There's a big business in website analytics.  People run various statistics packages on their website to find out what searches lead to them, what sites link to them, etc.  It's critical for optimizing marketing or advertising strategies.  There are also several analytics services that will do this for you, including Google's own product Google Analytics.  If everyone started using SSL for searches, all of these would be broken... well, except Google's of course, because Google Analytics doesn't need to rely on the Referrer: header -- it has the inside scoop from Google Search itself.

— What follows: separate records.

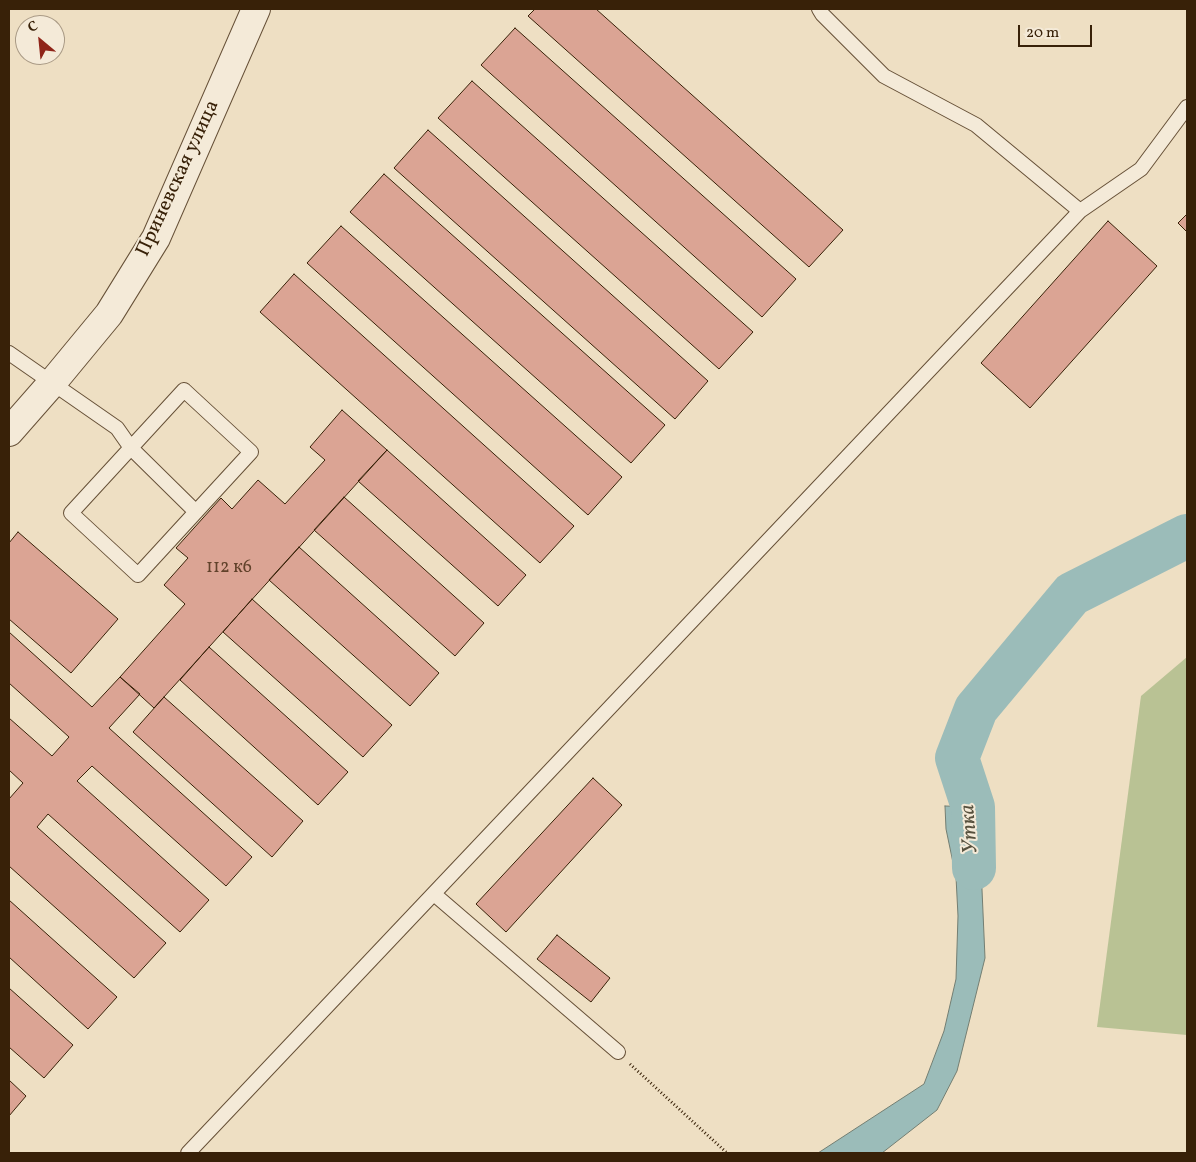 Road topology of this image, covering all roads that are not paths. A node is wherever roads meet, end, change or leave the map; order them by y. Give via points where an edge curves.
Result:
1 (256, 9) edge
2 (820, 9) edge
3 (1187, 107) edge
4 (1080, 211) junction
5 (9, 353) edge
6 (52, 383) junction
7 (9, 432) edge
8 (131, 448) junction
9 (196, 512) junction
10 (434, 894) junction
11 (618, 1052) road end
12 (188, 1153) edge

1 - 6 street, Приневская улица via 156,238 109,314
2 - 4 lane via 884,76 976,125
3 - 4 lane via 1141,169
4 - 10 lane
5 - 6 lane
6 - 7 street, Приневская улица
6 - 8 lane via 116,428
8 - 9 lane
8 - 9 lane via 184,390 252,452
8 - 9 lane via 71,513 138,575
10 - 11 lane
10 - 12 lane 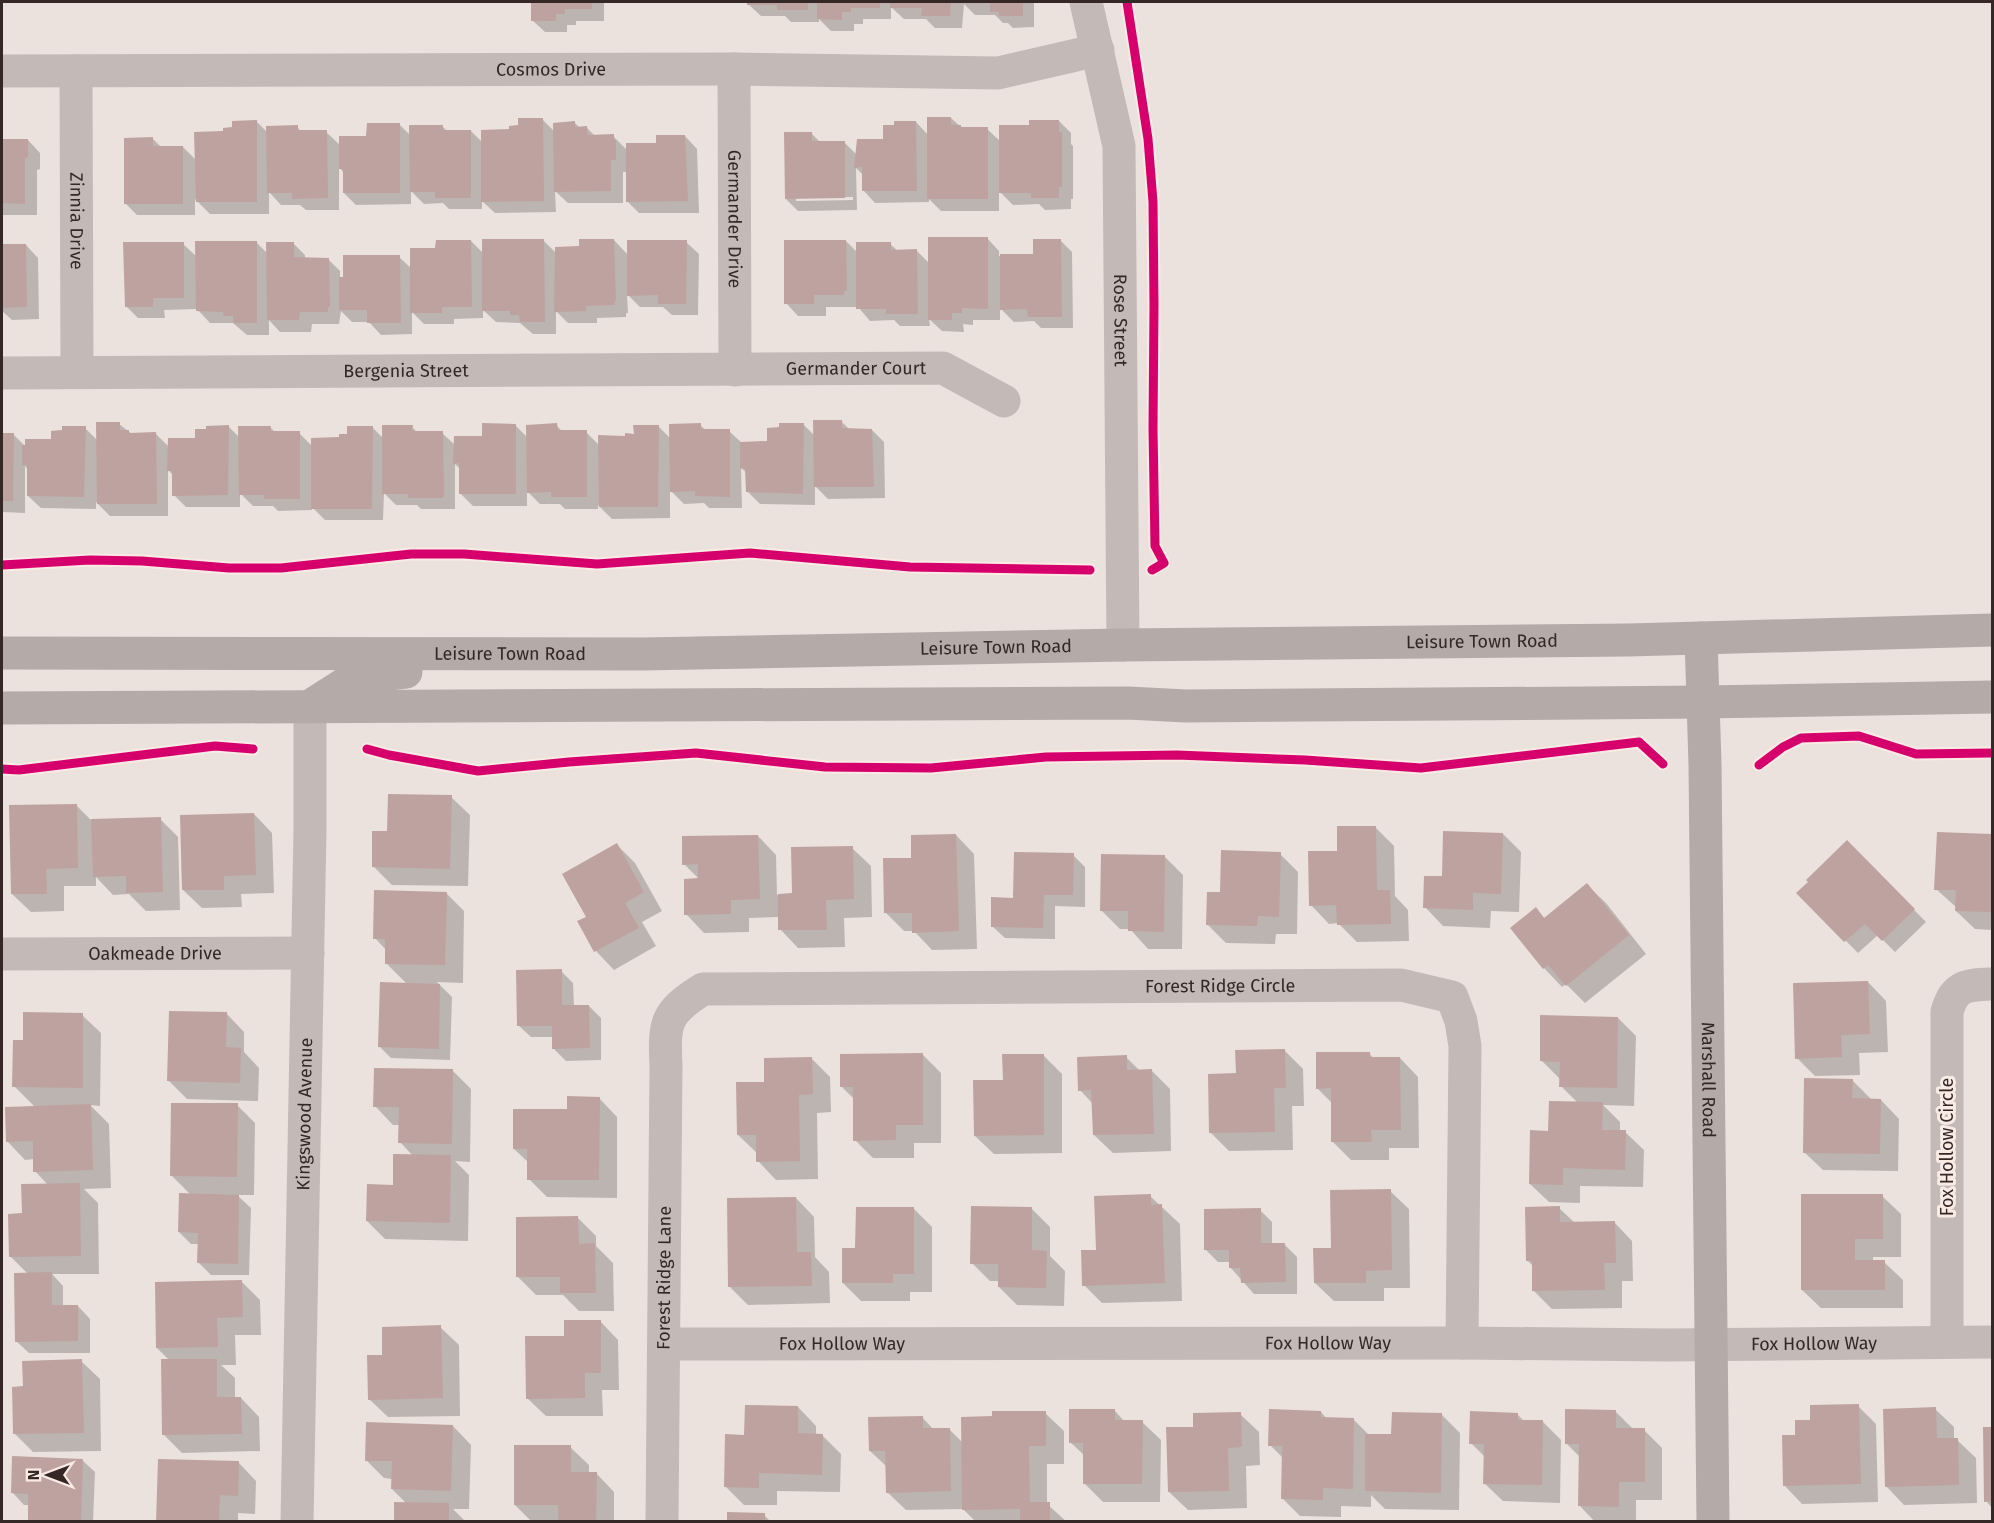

In addition to this, in the pay-per-click advertising world, conversion tracking is very important.  One advertiser may pay for thousands of keywords and run dozens or hundreds of ads.  They track each click all the way through to sales -- in other words, they look not just at which ads people click on, but which ads buyers click on, vs. ads that only attract browsers who don't follow through and purchase.  Once again, these usually work via the Referrer: header, which SSL takes away.  And once again, Google offers its own conversion tracking system, which will no doubt still work when all the others are broken.  This one can be worked around -- you can make a third-party PPC conversion-tracking system that doesn't use Referrer:, it's just a little more work -- but not everyone will work around it.

Both of these results would mean, in a world where many searches were over SSL, rather than just a tiny fraction as it is today, that advertisers & webmasters would have the choice of either operating "blind" or giving all their data over to Google.  And they have a very good reason not to want to do this -- if you're an ad buyer, and Google is the supplier you buy from, do you want Google to know exactly what keywords & placements are most profitable to you?  Clearly Google can use this inside knowledge of their customers' businesses to maximize prices on the most effective advertising spots.

This is the sort of thing that can lead to an antitrust lawsuit.  So far Google has managed to spin it as a consumer-friendly privacy feature, but we'll see if that lasts.